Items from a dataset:
⁂

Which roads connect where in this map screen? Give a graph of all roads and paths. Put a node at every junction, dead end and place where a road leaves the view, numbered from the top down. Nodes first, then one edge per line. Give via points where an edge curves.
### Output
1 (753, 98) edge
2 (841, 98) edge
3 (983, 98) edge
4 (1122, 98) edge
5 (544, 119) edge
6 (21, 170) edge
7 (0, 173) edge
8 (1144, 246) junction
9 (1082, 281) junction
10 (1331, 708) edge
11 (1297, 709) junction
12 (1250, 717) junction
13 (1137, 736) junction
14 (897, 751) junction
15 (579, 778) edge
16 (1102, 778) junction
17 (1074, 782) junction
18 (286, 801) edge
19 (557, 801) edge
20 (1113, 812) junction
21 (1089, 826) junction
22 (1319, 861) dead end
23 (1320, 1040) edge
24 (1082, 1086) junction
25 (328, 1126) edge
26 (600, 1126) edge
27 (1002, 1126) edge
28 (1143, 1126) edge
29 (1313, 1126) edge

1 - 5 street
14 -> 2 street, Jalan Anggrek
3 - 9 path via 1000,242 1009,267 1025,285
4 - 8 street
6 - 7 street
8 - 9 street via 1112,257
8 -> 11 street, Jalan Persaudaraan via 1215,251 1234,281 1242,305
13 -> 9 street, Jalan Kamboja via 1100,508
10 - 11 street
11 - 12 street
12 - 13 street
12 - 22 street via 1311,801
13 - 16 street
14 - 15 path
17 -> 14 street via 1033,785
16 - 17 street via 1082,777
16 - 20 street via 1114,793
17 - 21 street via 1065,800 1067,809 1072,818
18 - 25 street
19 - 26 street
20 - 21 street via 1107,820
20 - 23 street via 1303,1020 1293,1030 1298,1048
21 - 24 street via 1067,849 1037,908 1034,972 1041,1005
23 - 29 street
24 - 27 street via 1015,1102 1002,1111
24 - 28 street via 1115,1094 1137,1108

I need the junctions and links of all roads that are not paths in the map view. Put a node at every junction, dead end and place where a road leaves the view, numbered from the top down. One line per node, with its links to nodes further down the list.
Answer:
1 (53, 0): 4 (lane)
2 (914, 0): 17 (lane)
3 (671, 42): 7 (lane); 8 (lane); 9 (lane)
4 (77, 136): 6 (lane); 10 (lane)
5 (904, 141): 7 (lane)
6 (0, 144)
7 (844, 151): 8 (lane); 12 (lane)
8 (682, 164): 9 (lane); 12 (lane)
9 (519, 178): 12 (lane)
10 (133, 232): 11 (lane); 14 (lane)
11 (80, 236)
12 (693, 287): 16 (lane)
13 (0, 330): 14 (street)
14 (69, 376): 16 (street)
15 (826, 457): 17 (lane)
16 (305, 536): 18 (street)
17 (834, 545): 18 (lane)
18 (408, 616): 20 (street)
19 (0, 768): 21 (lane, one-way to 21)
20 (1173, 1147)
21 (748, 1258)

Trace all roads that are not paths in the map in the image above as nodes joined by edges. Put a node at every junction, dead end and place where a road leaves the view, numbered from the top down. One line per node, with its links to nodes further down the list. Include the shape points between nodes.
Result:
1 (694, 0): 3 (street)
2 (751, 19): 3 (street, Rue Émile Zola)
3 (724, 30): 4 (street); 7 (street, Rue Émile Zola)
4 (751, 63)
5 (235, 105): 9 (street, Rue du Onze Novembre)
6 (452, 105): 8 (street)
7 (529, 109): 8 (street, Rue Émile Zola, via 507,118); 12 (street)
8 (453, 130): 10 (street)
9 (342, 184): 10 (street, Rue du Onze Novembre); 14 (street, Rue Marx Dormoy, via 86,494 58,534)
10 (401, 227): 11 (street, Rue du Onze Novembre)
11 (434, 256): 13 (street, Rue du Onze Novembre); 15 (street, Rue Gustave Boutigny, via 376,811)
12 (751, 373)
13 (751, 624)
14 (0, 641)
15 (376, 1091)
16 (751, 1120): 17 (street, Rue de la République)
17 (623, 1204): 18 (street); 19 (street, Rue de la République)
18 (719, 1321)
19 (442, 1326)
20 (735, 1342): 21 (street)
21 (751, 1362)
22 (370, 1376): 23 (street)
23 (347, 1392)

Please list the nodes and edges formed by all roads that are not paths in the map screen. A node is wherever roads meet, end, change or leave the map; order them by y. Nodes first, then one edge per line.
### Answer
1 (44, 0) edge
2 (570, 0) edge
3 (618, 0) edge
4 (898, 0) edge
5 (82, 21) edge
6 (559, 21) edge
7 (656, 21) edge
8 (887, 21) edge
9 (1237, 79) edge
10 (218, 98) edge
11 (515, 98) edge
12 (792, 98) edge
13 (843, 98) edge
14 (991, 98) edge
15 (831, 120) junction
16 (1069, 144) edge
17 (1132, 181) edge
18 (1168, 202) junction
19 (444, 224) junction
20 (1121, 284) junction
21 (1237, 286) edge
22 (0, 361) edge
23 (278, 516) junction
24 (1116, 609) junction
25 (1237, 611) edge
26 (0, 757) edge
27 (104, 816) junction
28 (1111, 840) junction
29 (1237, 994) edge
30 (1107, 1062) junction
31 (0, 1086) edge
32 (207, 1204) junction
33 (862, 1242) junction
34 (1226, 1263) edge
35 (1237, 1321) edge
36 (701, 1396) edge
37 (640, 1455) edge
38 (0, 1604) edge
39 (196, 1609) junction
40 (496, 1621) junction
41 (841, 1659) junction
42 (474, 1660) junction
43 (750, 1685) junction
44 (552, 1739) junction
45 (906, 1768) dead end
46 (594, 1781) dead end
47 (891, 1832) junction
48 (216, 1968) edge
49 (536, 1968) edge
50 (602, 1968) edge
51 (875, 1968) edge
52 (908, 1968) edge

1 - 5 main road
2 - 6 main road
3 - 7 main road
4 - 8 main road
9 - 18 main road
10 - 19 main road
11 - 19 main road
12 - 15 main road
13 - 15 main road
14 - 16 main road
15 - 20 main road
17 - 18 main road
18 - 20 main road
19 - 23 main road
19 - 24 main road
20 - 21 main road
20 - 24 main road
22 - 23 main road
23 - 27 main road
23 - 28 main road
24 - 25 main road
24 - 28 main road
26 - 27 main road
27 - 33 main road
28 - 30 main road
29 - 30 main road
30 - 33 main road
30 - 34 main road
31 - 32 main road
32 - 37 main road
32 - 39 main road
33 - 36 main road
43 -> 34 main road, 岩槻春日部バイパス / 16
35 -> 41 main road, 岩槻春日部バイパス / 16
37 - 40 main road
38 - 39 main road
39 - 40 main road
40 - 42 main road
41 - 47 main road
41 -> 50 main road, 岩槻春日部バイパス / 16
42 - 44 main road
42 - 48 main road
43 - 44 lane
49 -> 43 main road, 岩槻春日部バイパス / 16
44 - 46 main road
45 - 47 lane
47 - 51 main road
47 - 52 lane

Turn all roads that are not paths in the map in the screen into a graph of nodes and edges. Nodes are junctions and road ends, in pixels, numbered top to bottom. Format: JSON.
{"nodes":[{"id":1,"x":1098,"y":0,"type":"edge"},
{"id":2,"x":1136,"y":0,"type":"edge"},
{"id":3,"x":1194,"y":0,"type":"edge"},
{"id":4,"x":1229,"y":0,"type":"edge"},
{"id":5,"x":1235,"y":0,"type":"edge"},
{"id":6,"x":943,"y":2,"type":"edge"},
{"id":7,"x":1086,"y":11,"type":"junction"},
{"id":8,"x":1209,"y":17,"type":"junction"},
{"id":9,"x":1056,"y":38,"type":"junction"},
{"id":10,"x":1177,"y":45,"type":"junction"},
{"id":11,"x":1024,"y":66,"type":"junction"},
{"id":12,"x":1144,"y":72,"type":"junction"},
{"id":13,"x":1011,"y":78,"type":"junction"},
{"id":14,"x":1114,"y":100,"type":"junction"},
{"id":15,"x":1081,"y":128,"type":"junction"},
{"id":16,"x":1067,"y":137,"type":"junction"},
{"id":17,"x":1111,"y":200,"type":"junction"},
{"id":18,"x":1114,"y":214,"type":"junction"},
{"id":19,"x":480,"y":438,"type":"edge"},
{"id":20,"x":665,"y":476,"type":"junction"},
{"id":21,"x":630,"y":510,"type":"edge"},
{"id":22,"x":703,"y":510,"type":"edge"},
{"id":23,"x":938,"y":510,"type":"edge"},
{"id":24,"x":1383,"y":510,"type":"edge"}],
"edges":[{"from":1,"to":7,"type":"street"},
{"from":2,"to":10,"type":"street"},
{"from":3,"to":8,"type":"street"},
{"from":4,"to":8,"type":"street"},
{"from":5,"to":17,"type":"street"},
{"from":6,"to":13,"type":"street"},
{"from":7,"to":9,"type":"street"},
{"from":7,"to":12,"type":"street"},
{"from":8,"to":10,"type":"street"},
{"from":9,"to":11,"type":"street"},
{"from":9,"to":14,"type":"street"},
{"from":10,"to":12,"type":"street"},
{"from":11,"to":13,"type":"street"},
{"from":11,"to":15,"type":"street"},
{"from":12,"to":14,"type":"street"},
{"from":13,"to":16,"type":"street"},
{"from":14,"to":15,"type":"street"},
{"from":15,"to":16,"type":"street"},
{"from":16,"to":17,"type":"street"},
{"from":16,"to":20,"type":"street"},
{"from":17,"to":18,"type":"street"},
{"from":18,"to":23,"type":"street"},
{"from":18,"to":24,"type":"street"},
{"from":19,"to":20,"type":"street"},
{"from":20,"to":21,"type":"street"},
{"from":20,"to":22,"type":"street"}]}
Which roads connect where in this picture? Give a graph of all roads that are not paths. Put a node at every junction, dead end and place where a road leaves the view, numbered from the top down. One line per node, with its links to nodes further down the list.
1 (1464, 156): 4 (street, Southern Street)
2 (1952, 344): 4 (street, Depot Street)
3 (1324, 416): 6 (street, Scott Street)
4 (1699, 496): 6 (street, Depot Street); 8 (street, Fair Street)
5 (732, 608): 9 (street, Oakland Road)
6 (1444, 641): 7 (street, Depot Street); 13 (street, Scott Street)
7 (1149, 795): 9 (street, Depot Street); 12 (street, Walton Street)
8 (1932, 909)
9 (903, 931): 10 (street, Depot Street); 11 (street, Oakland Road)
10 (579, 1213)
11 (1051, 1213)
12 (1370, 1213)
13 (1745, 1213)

⁂

§ WHAT THE TASK ASKS
Go through the data, and copy each line in which the word "then" appears.

§ THE ANSWER
Which roads connect where in this map screen? Give a graph of all roads and paths. Put a node at every junction, dead end and place where a road leaves the view, numbered from the top down. Nodes first, then one edge per line. Give via points where an edge curves.
Please list the nodes and edges formed by all roads that are not paths in the map screen. A node is wherever roads meet, end, change or leave the map; order them by y. Nodes first, then one edge per line.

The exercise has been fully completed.